The issue wraps the first story arc and sheds a little more light on Olive Sliverlock’s forgotten past. What issue six finally does is make good use of a Batman appearance. It’s powerful, and not just because of the fight with Killer Croc. This chapter of Gotham Academy puts Olive on a collision course with the caped crusader. Neither character is shown to be on the right side of the argument, which makes this matter poignant to the series and a mystery we’re sure to want answers about. Cloonan and Fletcher write the usual whimsy and angst sprinkled voice that cast of characters has become known for in the series. It’s just that now the team has managed to raise the stakes for all of them.
In addition to the usual fantastic Disney animated style art of Karl Kerschl, issue six brings Mingue H. Chen on board for some key flashback sequences and an epilogue that leaves us wishing DC would just skip Convergence altogether. Her style is noticeably more painted than that of Kerschl but it never jitters the reader.

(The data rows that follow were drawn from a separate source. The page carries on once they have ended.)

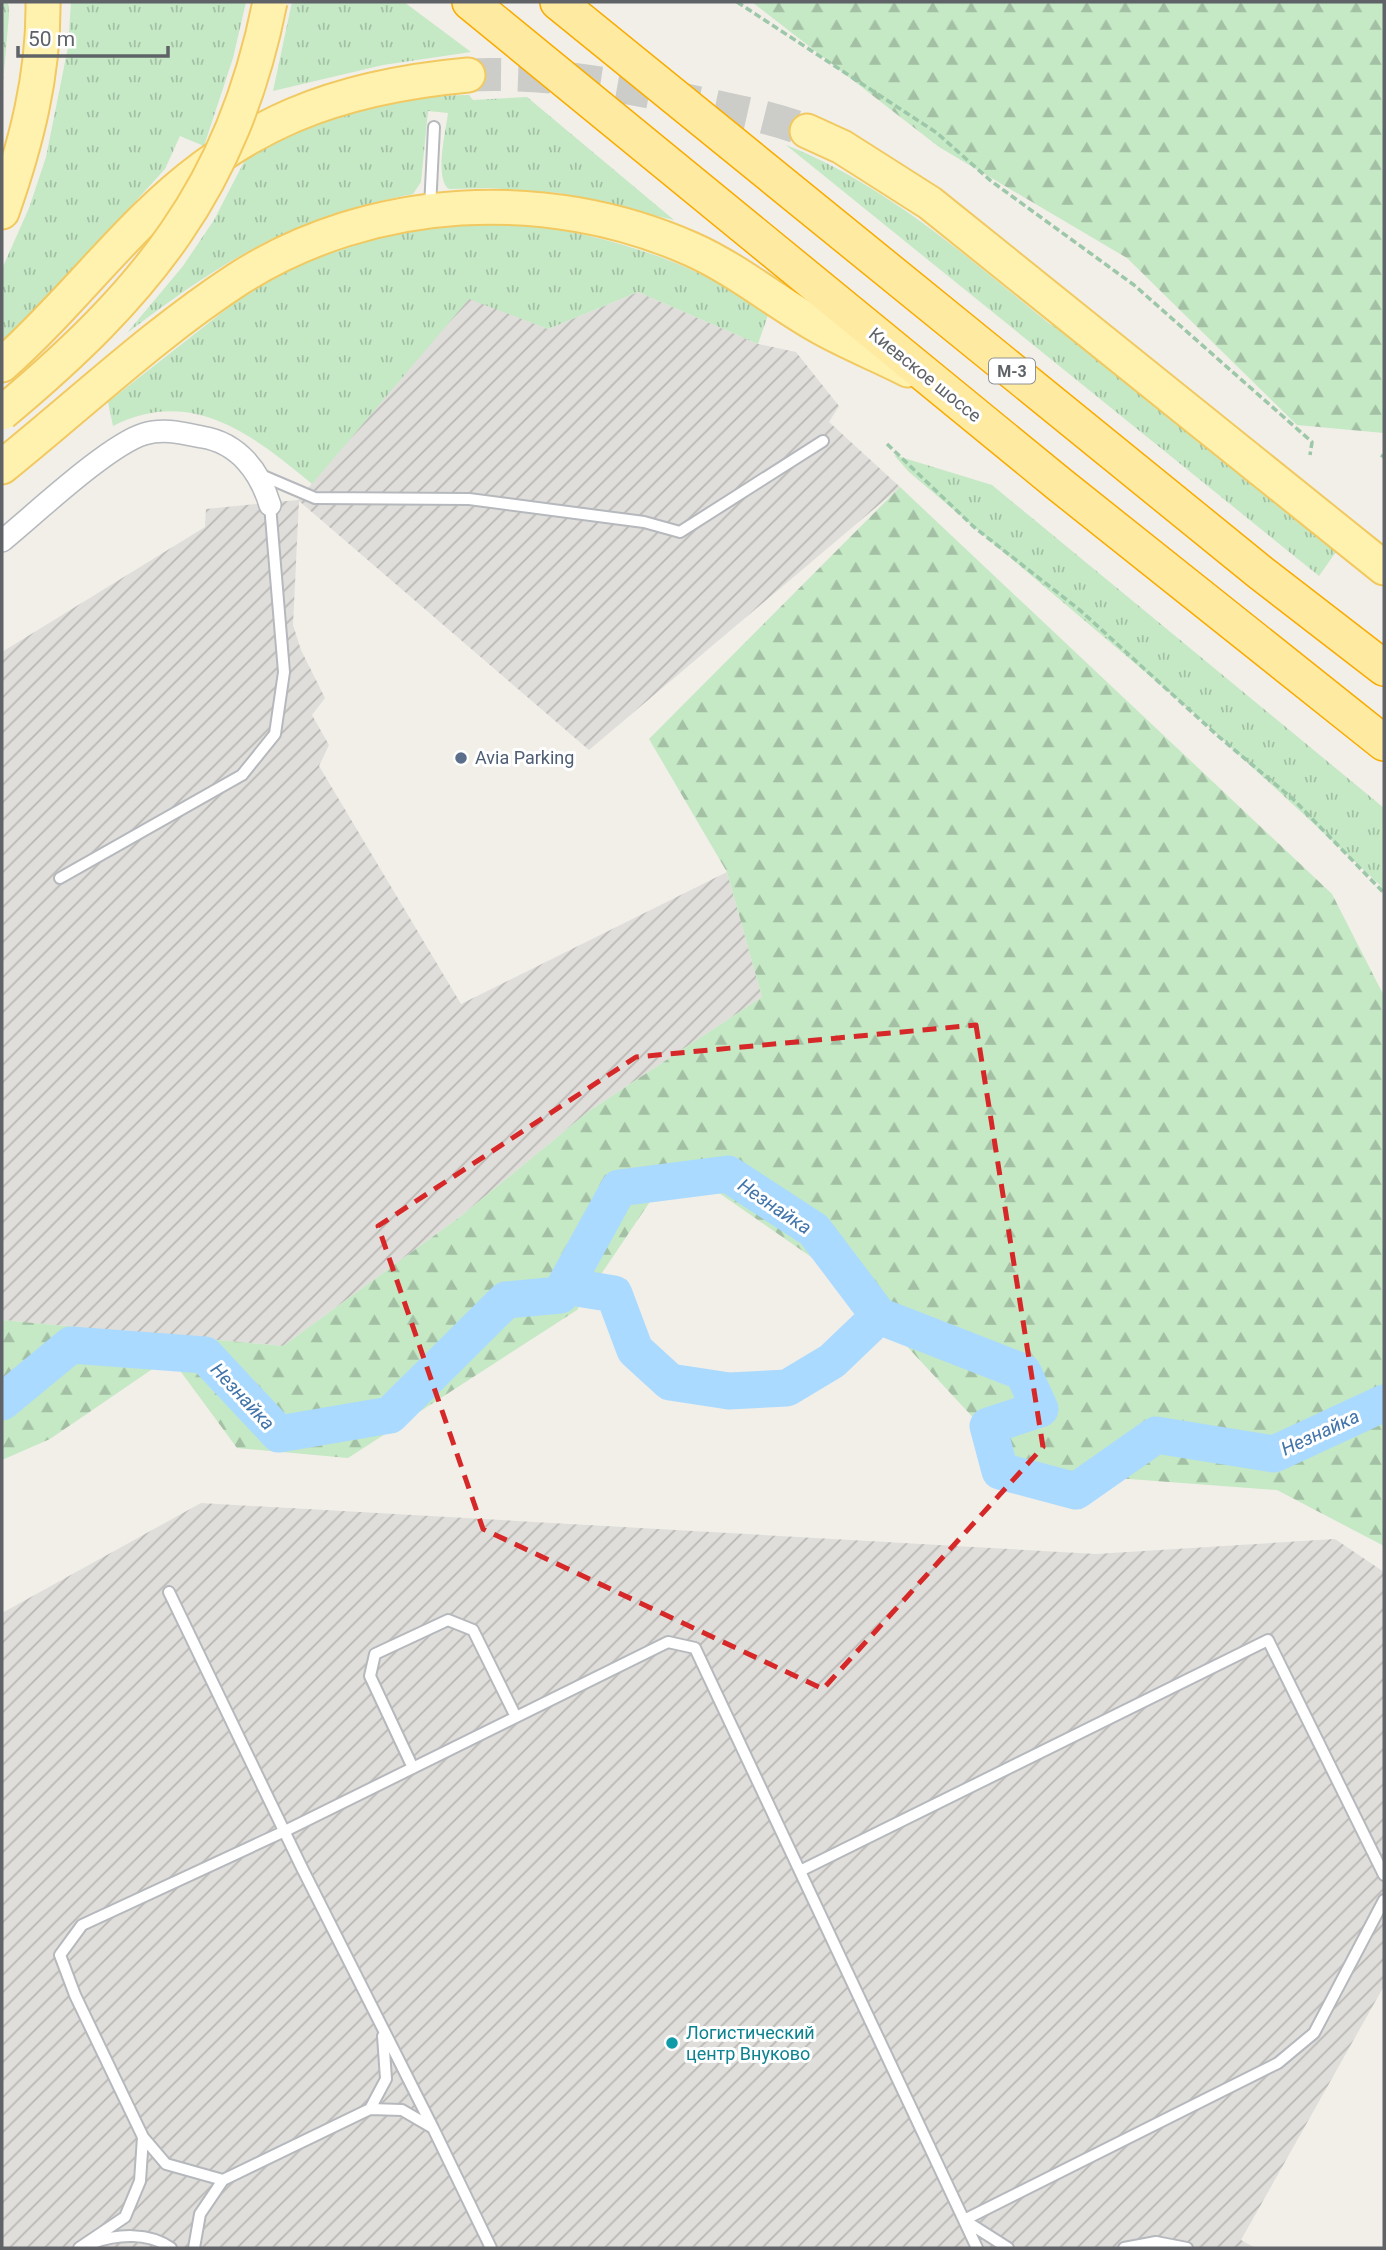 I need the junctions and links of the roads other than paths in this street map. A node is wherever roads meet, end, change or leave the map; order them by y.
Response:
1 (43, 2) edge
2 (270, 2) edge
3 (470, 2) edge
4 (558, 2) edge
5 (468, 75) tunnel mouth
6 (434, 127) dead end
7 (807, 131) tunnel mouth
8 (430, 211) junction
9 (2, 212) edge
10 (2, 365) edge
11 (933, 381) junction
12 (2, 413) edge
13 (823, 440) dead end
14 (2, 467) edge
15 (258, 474) junction
16 (270, 505) joint
17 (2, 541) edge
18 (1384, 568) edge
19 (1384, 668) edge
20 (1384, 743) edge
21 (60, 878) dead end
22 (169, 1592) dead end
23 (516, 1717) junction
24 (413, 1768) junction
25 (285, 1831) junction
26 (800, 1871) junction
27 (1384, 1875) edge
28 (1384, 1900) edge
29 (383, 2029) junction
30 (370, 2109) junction
31 (433, 2127) junction
32 (143, 2137) junction
33 (223, 2180) junction
34 (964, 2220) junction
35 (79, 2248) edge
36 (171, 2248) edge
37 (194, 2248) edge
38 (491, 2248) edge
39 (977, 2248) edge
40 (1008, 2248) edge
41 (1124, 2248) edge
42 (1187, 2248) edge

1 - 9 main road
2 - 12 main road, bridge
3 - 11 highway, Киевское шоссе
4 - 19 highway, М-3
5 - 10 main road
6 - 8 lane
7 - 18 main road
8 - 11 main road
8 - 14 main road
11 - 20 highway, Киевское шоссе
13 - 15 lane
15 - 16 street
15 - 17 street
16 - 21 lane
22 - 25 lane
23 - 24 lane
23 - 24 lane
23 - 26 lane
24 - 25 lane
25 - 29 lane
25 - 32 lane
26 - 27 lane
26 - 34 lane
28 - 34 lane
29 - 30 lane
29 - 31 lane
30 - 31 lane
30 - 33 lane
31 - 38 lane
32 - 33 lane
32 - 35 lane
33 - 37 lane
34 - 39 lane
34 - 40 lane
35 - 36 lane
41 - 42 lane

The two artists blend pages smoothly and that’s the best you can ask for when sharing illustration duties on a single story.
Gotham Academy is one of the best new ideas DC has published in awhile. If you’ve been on the fence about trying this series, go do it. Issue six, as a standalone, has major hook and you’ll definitely be enticed enough to pick up the pieces you’ve missed. One usually has to read a Vertigo published book to find this much depth in a comic.
Now that the kids are united it’ll be even more fun to see how they’ll be divided.